The newly-obtained evidence cited in the amended complaint includes statements by former H&R Block employees indicating that:
- Managers disregarded complaints from tax preparers about misleading marketing of the Express IRA;
- Managers instructed tax preparers "to make a positive presentation" of the Express IRA and "avoid mention of negatives;"
- Managers told tax preparers at conferences to "sell more IRAs" or "theres the door;"
H&R Block introduced the Express IRA in 2002, claiming that it "paid great rates" and was "a better way to save," but the product paid less than one percent interest at times, and 85 percent of those who enrolled paid more in fees than they earned in interest.
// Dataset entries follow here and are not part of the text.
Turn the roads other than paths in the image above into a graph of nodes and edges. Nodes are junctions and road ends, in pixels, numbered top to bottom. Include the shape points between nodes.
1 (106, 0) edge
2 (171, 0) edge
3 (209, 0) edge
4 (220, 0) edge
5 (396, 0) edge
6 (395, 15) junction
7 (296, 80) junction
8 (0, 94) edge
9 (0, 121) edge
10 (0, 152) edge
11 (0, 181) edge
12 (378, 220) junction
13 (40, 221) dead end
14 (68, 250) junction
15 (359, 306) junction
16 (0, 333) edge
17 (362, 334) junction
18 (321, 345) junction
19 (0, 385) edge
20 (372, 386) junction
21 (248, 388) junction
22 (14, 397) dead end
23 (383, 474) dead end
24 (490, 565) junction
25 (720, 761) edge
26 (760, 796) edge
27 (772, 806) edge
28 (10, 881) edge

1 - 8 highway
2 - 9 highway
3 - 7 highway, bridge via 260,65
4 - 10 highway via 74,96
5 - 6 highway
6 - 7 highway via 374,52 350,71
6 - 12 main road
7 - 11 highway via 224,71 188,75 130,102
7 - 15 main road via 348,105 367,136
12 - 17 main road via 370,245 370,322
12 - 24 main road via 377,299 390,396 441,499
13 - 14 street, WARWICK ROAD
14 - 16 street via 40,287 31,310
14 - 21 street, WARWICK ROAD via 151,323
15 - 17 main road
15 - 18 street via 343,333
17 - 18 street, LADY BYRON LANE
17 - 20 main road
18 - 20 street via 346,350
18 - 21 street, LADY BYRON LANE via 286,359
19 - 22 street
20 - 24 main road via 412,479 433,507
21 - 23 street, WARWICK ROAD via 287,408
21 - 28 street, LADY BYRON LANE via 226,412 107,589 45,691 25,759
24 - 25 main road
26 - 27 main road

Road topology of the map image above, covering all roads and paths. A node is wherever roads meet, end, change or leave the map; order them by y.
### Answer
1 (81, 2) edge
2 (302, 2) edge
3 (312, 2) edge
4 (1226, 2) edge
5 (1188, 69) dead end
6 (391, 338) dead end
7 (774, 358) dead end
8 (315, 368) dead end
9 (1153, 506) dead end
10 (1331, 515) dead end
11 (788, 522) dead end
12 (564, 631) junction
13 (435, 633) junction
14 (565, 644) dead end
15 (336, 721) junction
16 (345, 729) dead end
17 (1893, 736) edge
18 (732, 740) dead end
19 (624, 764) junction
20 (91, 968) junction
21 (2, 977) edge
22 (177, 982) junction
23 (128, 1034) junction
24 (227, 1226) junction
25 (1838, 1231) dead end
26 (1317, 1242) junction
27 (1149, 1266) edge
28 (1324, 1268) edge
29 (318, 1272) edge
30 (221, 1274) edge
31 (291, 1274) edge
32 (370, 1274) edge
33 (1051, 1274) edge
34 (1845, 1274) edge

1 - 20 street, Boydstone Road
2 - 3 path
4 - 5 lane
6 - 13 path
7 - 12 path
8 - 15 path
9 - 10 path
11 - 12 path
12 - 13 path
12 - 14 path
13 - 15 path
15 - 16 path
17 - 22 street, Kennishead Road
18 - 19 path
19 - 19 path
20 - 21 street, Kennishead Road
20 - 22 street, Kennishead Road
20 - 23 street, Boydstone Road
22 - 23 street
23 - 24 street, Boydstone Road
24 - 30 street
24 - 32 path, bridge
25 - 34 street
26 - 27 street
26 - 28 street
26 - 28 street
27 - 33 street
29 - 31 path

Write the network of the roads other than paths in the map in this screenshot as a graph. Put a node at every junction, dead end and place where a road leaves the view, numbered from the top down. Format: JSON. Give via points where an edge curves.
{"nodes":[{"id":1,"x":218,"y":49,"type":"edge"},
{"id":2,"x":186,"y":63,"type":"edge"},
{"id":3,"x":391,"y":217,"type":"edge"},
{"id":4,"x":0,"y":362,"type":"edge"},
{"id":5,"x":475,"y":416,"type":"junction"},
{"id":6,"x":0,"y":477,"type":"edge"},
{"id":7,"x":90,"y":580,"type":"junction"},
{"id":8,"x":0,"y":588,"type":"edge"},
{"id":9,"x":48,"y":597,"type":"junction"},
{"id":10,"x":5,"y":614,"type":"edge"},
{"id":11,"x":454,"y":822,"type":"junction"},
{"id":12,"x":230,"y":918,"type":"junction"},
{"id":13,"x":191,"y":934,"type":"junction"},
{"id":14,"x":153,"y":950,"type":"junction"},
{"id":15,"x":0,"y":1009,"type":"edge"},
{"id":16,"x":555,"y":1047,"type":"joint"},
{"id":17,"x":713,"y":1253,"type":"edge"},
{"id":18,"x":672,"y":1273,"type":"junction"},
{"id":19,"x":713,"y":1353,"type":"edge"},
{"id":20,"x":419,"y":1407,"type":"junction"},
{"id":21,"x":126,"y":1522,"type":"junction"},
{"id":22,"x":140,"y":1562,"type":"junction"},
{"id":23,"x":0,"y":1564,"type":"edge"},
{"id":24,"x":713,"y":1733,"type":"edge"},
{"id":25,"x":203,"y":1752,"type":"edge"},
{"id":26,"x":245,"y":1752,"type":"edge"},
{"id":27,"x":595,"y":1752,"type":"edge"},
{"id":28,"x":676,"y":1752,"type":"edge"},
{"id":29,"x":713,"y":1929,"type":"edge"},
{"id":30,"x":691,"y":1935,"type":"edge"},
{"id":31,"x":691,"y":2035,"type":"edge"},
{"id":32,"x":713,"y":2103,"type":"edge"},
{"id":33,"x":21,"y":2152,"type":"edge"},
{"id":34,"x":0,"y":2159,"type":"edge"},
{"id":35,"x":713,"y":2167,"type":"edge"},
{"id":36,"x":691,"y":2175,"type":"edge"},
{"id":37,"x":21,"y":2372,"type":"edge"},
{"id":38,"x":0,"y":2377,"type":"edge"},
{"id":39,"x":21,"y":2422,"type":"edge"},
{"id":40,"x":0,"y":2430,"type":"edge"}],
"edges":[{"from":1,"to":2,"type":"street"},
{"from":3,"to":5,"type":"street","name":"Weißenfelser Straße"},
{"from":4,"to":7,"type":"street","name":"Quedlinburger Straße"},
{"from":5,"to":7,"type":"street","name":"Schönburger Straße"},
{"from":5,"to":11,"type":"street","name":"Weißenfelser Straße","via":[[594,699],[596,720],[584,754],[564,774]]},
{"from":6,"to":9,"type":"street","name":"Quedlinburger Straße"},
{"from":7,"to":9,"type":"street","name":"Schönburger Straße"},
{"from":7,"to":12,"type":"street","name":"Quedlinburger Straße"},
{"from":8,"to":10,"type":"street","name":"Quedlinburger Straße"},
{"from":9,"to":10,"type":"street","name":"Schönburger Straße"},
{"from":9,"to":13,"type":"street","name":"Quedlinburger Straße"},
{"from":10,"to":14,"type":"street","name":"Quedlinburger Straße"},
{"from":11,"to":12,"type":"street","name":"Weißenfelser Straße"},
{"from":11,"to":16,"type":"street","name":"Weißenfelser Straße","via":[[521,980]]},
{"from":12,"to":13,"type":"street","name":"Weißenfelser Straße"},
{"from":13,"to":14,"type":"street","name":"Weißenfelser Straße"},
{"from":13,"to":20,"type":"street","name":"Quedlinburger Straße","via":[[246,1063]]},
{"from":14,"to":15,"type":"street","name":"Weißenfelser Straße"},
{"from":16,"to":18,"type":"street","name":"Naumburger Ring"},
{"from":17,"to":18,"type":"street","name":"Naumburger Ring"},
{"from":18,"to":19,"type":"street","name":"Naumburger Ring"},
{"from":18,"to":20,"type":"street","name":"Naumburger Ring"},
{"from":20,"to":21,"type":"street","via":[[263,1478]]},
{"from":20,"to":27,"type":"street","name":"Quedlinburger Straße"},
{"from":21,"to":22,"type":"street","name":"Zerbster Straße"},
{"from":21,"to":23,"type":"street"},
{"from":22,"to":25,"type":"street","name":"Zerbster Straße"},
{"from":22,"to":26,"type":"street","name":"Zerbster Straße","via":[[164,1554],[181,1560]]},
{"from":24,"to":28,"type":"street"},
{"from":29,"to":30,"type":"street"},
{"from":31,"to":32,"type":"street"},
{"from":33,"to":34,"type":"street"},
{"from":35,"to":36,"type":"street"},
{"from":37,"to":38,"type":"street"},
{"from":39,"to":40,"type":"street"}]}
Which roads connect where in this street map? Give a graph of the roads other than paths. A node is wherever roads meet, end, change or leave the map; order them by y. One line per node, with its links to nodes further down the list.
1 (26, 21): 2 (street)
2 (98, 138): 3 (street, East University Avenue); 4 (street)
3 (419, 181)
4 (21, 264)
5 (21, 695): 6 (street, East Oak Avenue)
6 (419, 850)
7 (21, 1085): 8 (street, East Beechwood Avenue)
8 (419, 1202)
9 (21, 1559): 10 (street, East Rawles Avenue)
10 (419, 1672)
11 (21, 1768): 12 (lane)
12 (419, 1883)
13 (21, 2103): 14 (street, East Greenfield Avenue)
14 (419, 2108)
The lawsuit specifically alleges that H&R Block failed to adequately disclose its fees to customers, failed to warn them that the interest paid would not cover the fees in certain circumstances, and misleadingly described interest rates as "great" when they were actually low. This incomplete and misleading disclosure violated New Yorks consumer fraud law and was a breach of the companys fiduciary duty to its clients.
Settlement discussions earlier this year broke down when the company balked at making full refunds to customers for undisclosed fees. The company now faces statutory penalties of up to $250 million if found to have violated the law.
The investigation was led by Assistant Attorney General James Park, with Assistant Attorneys General Gary Connor and Matthew Gaul and Economist Hampton Finer, and was supervised by David Brown, IV, Chief of the Investment Protection Bureau.